RECORD EXTRACTS: Begin
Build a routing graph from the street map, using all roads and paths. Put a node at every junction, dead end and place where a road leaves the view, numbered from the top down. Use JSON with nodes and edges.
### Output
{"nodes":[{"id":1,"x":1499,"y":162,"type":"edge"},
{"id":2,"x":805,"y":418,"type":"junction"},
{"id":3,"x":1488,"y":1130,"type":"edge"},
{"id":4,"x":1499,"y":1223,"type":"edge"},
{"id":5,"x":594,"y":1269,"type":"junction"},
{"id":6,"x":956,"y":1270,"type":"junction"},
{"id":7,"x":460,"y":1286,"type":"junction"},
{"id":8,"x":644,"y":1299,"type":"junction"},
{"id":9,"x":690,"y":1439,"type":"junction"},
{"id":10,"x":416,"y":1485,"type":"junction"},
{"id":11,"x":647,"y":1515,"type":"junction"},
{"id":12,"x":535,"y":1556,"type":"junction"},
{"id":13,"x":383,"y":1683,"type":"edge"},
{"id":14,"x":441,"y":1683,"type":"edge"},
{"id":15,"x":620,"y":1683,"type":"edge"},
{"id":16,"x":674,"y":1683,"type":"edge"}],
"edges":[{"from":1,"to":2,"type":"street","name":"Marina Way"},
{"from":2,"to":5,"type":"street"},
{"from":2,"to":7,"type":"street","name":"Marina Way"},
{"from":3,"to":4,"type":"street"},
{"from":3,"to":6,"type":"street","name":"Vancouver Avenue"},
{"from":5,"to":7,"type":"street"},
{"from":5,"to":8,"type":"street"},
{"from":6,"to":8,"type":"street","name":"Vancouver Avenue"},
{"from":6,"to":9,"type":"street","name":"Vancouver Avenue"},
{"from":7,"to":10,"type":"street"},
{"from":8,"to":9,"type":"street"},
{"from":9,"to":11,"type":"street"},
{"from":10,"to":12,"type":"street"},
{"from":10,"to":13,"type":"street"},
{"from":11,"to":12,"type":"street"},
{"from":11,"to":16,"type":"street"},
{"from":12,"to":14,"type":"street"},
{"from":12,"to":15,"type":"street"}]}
RECORD EXTRACTS: End
RECORD EXTRACTS: Begin
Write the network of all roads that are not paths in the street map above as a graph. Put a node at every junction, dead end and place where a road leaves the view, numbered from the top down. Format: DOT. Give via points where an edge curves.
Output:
RECORD EXTRACTS: End
PROMPT =
Find the word "graph" in the listing above. Copy each line where it appears.

TASK SOLUTION =
Build a routing graph from the street map, using all roads and paths. Put a node at every junction, dead end and place where a road leaves the view, numbered from the top down. Use JSON with nodes and edges.
Write the network of all roads that are not paths in the street map above as a graph. Put a node at every junction, dead end and place where a road leaves the view, numbered from the top down. Format: DOT. Give via points where an edge curves.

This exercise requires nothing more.